DATA SHOWN:
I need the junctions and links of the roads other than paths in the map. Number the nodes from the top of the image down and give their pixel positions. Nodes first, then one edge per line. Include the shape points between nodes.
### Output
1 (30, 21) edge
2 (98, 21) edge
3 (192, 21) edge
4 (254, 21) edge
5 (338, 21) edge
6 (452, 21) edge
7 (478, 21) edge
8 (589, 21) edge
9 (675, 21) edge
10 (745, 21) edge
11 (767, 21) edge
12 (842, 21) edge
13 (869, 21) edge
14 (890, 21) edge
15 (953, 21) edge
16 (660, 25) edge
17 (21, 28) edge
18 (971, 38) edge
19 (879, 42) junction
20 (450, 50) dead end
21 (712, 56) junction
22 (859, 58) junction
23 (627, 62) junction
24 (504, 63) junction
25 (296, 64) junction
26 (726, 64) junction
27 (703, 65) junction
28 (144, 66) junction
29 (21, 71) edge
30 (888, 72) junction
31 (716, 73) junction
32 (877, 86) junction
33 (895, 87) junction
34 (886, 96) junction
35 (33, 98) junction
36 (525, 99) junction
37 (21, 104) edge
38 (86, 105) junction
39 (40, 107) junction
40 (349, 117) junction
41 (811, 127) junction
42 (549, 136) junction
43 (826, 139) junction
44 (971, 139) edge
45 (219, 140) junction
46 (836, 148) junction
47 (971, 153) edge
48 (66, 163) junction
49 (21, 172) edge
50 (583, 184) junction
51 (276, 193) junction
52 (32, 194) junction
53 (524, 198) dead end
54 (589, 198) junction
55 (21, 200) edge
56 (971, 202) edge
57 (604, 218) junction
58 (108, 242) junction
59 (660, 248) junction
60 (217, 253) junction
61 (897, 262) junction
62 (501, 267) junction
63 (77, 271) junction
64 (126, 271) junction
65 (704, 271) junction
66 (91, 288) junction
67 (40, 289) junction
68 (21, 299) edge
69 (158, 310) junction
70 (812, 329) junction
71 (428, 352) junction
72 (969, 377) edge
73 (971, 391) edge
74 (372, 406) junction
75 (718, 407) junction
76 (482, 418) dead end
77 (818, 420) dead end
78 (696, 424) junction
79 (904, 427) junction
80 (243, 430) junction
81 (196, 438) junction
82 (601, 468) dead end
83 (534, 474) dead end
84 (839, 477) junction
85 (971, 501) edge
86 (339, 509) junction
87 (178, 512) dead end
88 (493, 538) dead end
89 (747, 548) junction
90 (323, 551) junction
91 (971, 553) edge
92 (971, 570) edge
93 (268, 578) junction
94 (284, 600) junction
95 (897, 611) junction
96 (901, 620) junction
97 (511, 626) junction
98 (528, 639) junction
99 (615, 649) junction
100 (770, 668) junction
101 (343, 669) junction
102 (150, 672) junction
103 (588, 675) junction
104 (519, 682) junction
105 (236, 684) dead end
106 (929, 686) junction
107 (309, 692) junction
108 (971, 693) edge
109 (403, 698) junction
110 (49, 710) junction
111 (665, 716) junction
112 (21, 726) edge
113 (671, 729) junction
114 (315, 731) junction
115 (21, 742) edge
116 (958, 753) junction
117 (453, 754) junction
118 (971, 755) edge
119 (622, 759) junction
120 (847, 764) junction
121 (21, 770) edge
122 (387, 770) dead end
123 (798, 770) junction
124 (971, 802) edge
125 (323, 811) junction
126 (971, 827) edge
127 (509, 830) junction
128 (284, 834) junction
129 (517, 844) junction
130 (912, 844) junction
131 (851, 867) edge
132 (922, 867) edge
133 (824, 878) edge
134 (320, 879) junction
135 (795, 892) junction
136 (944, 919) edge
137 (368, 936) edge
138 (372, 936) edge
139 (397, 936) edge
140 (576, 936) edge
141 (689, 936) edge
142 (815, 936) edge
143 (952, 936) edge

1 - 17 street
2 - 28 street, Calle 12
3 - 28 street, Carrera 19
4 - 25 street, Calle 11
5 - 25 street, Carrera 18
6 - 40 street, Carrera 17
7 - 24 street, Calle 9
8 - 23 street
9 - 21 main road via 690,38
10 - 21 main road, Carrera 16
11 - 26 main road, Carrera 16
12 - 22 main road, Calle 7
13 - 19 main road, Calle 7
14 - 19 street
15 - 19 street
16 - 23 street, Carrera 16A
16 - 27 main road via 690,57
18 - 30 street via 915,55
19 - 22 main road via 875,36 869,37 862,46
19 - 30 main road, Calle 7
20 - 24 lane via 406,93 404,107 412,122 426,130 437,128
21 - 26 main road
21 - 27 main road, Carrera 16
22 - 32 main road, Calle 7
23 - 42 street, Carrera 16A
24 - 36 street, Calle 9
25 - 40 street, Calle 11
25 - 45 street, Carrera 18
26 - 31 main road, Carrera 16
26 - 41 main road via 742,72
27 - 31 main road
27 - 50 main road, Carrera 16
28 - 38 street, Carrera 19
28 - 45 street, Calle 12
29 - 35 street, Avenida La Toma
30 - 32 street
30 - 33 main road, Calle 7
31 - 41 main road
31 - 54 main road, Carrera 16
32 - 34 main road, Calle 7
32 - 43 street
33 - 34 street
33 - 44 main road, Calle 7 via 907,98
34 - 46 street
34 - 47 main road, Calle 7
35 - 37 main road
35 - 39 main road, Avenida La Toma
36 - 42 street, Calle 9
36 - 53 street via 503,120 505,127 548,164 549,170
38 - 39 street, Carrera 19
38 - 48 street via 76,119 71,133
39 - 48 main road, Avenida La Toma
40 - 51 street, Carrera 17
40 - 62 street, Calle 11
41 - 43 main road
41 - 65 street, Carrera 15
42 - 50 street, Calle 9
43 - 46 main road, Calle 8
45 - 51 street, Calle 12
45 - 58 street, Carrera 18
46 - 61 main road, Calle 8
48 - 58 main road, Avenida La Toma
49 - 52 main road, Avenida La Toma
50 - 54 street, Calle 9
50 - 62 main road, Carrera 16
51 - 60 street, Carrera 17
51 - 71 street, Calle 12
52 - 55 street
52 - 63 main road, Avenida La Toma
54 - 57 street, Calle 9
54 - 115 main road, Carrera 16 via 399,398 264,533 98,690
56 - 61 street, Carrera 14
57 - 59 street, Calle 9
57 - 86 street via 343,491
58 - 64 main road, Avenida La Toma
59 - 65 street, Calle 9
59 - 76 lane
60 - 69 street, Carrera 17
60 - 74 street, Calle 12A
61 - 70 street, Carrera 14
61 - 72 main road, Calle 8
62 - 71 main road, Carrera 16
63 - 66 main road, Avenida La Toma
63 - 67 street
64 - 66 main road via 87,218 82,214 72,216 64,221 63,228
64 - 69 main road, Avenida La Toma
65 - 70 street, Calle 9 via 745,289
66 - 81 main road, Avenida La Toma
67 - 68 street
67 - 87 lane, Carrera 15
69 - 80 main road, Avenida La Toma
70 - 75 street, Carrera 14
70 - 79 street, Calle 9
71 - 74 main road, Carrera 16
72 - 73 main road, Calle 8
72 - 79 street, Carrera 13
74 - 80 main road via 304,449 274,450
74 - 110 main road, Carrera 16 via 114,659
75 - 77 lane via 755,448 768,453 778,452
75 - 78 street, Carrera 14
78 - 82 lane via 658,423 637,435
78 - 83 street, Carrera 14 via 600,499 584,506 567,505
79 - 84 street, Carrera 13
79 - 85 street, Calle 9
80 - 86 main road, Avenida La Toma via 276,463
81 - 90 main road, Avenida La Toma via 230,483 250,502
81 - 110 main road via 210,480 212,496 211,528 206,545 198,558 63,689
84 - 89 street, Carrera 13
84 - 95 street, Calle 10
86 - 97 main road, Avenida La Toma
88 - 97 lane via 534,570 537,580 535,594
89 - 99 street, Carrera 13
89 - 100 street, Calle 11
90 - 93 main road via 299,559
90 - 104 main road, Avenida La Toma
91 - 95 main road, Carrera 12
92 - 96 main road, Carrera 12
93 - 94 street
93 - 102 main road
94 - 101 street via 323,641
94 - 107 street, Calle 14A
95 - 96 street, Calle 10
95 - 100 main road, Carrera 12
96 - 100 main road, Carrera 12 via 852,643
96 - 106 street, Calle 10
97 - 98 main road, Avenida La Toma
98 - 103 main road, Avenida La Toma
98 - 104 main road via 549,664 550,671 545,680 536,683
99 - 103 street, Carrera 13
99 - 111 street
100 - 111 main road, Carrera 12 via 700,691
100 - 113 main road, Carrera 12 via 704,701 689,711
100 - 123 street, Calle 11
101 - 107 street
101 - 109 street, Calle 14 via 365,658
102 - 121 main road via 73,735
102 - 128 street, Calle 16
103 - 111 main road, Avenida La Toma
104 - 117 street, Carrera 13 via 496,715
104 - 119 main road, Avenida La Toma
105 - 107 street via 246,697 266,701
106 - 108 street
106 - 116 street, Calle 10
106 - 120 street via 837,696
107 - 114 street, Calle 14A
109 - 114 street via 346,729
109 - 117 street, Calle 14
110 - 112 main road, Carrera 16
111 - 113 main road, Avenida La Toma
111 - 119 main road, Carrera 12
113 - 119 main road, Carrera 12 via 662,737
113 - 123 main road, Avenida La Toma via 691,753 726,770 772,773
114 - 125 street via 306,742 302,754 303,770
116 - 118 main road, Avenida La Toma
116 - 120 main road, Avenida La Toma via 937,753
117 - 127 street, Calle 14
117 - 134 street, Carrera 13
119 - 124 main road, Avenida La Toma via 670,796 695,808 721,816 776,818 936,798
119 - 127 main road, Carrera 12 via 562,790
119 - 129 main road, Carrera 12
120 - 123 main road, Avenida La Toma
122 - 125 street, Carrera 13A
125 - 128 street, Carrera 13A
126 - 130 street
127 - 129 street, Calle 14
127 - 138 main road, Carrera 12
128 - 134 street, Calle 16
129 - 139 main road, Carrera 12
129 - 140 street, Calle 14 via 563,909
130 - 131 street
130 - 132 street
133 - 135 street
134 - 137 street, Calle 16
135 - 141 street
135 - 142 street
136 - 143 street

THE PROBLEM:
The lines that contain the word "lane" are wanted; copy each of them from the records.

WRITTEN RESPONSE:
20 - 24 lane via 406,93 404,107 412,122 426,130 437,128
59 - 76 lane
67 - 87 lane, Carrera 15
75 - 77 lane via 755,448 768,453 778,452
78 - 82 lane via 658,423 637,435
88 - 97 lane via 534,570 537,580 535,594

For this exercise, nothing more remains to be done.